As mentioned in an earlier article, IP Draughts is cherry-picking “headline” comments from the judge that he thinks will interest readers of this blog, rather than going through all of the judge’s careful and detailed reasoning. Readers who have responsibility for compliance with consumer law, eg those updating a university’s IP policy, will wish to read the judge’s detailed comments (or take advice on them).
Relevant law
The law in force in the UK at the relevant time, and which the judge discusses, was the Unfair Terms in Consumer Contracts Regulations 1999 (UTCCR), which implemented an EU directive. The latest version of the UK’s consumer protection law is to be found in the Consumer Rights Act 2015 (CRA), which also implemented a (different) EU directive, referred to below as UCTD. IP Draughts has not studied whether there are any relevant and significant differences between current law and the UTCCR, but his working assumption is that there are none for present purposes. He notes that the definitions of consumer in each law are:
UTCCR section 3(1): “consumer” means any natural person who, in contracts covered by these Regulations, is acting for purposes which are outside his trade, business or profession
CRA section 2(3): “Consumer” means an individual acting for purposes that are wholly or mainly outside that individual’s trade, business, craft or profession
CMA guidance – undergraduate students as consumers
The judge mentions guidance given by the UK Competition and Markets Authority on contracts with students. It is worth quoting some of the judge’s comments about this guidance. Paragraph numbers in quoted text are those used in the BAILII version of the case report, linked above.
345. …In 2015 the United Kingdom Competition and Markets Authority (“CMA”) published two advice documents directed at higher education providers and students respectively: UK higher education providers – advice on consumer protection law Helping you comply with your obligations. (12 March 2015 CMA33) and Higher education Undergraduate students: your rights under consumer law (12 March 2015 CMA33(a)). They were published before the changes made by the Consumer Rights Act 2015 and set out the views of the CMA on the applicability of consumer legislation to undergraduates at that time.

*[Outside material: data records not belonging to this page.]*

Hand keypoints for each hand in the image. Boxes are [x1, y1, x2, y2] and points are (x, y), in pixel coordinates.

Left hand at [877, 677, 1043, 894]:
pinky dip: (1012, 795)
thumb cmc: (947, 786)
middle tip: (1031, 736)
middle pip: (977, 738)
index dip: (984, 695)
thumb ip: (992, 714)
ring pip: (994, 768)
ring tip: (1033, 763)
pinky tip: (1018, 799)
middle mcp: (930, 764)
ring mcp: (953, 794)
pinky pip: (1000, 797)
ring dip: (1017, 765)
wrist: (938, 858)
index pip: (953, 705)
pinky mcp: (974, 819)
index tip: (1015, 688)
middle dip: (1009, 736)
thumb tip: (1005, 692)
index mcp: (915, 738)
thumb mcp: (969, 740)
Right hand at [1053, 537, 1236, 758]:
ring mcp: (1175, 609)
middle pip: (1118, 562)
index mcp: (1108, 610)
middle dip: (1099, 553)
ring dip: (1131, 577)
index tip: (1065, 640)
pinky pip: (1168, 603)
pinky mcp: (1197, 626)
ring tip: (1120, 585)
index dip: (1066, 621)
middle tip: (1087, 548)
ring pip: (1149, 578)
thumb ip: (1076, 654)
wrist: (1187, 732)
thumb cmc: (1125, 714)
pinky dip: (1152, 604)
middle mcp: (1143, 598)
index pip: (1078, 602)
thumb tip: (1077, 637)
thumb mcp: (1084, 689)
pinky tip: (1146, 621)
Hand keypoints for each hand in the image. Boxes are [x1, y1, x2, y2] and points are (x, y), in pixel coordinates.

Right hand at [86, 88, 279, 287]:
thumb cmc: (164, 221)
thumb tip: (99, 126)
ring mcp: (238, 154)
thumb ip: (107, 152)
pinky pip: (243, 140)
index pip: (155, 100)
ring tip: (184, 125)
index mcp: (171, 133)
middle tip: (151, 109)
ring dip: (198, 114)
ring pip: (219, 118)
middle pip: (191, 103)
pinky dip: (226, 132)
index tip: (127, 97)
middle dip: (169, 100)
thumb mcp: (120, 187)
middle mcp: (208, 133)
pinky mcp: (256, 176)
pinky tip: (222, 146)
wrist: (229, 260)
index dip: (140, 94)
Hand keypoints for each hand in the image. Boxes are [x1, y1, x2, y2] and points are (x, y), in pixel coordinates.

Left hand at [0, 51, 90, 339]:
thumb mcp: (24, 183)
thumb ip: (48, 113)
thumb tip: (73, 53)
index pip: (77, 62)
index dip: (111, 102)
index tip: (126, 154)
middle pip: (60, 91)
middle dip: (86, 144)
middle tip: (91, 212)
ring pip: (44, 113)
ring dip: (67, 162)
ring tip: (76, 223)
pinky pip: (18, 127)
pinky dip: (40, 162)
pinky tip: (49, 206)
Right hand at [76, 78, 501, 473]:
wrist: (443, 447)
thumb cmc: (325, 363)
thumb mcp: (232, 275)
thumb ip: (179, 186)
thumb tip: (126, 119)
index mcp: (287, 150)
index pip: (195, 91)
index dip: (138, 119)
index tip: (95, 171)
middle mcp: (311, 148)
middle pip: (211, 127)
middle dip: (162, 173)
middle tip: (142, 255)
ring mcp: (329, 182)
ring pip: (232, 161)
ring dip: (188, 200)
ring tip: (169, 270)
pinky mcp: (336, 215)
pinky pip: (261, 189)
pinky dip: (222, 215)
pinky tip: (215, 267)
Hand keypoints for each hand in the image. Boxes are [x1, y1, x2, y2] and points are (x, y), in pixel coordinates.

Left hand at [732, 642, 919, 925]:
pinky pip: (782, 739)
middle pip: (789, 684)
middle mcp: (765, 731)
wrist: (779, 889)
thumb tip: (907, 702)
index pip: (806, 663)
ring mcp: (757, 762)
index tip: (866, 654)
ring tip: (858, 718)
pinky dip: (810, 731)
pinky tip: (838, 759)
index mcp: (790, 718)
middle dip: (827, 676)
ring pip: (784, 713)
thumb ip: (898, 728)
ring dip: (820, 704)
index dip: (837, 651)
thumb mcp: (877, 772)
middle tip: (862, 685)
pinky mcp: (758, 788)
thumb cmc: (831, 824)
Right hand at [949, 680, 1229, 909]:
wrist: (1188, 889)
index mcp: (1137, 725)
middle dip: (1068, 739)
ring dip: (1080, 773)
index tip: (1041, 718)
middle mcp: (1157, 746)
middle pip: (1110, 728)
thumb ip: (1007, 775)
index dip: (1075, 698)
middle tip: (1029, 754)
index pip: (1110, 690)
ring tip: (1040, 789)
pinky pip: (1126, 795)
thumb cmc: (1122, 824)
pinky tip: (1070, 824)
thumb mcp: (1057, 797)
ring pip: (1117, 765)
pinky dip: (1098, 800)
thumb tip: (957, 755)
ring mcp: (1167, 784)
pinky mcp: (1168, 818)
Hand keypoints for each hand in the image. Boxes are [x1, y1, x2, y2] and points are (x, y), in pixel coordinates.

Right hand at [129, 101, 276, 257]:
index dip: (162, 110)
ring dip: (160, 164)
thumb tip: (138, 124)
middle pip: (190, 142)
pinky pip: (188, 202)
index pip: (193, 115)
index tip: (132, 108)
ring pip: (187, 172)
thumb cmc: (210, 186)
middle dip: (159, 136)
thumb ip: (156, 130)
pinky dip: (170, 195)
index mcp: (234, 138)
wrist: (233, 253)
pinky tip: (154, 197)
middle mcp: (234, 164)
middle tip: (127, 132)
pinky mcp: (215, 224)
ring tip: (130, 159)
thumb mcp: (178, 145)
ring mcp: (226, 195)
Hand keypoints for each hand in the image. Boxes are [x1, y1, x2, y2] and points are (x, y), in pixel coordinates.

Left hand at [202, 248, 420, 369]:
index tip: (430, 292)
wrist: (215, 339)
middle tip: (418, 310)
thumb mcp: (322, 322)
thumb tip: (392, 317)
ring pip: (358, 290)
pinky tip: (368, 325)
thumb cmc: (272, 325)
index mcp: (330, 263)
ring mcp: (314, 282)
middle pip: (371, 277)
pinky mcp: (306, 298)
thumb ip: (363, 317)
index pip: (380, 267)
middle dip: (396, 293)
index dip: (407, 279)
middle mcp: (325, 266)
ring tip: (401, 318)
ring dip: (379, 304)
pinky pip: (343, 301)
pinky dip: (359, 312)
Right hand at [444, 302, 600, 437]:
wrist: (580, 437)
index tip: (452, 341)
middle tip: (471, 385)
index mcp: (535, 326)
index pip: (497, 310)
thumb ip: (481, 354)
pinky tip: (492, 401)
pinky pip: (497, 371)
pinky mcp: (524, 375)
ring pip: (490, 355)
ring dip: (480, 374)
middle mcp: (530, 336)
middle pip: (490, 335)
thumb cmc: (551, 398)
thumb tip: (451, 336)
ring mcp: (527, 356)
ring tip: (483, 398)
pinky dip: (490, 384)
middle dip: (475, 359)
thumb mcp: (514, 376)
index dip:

The advice for UK higher education providers noted that this guidance had been prepared following the findings of the Office of Fair Trading’s (OFT’s) Call for Information (CfI) on the higher education (HE) undergraduate sector in England and further work it had undertaken into potential consumer protection issues in the UK HE sector. The advice was given after “constructive engagement with a range of stakeholders” who had been consulted. There is nothing in that guidance which suggests that objections were made by universities and higher education institutions or organisations acting on their behalf to treating undergraduates (normally) as consumers in so far as their entitlement to invoke the statutory protection was concerned.
377. …the advice given by the CMA to the effect that an undergraduate is a consumer vis a vis a university or higher education institution is plainly correct. An ordinary undergraduate student contract is not the provision of services to the undergraduate as a future prospective trader as the contract was in Benincasa/Gruber.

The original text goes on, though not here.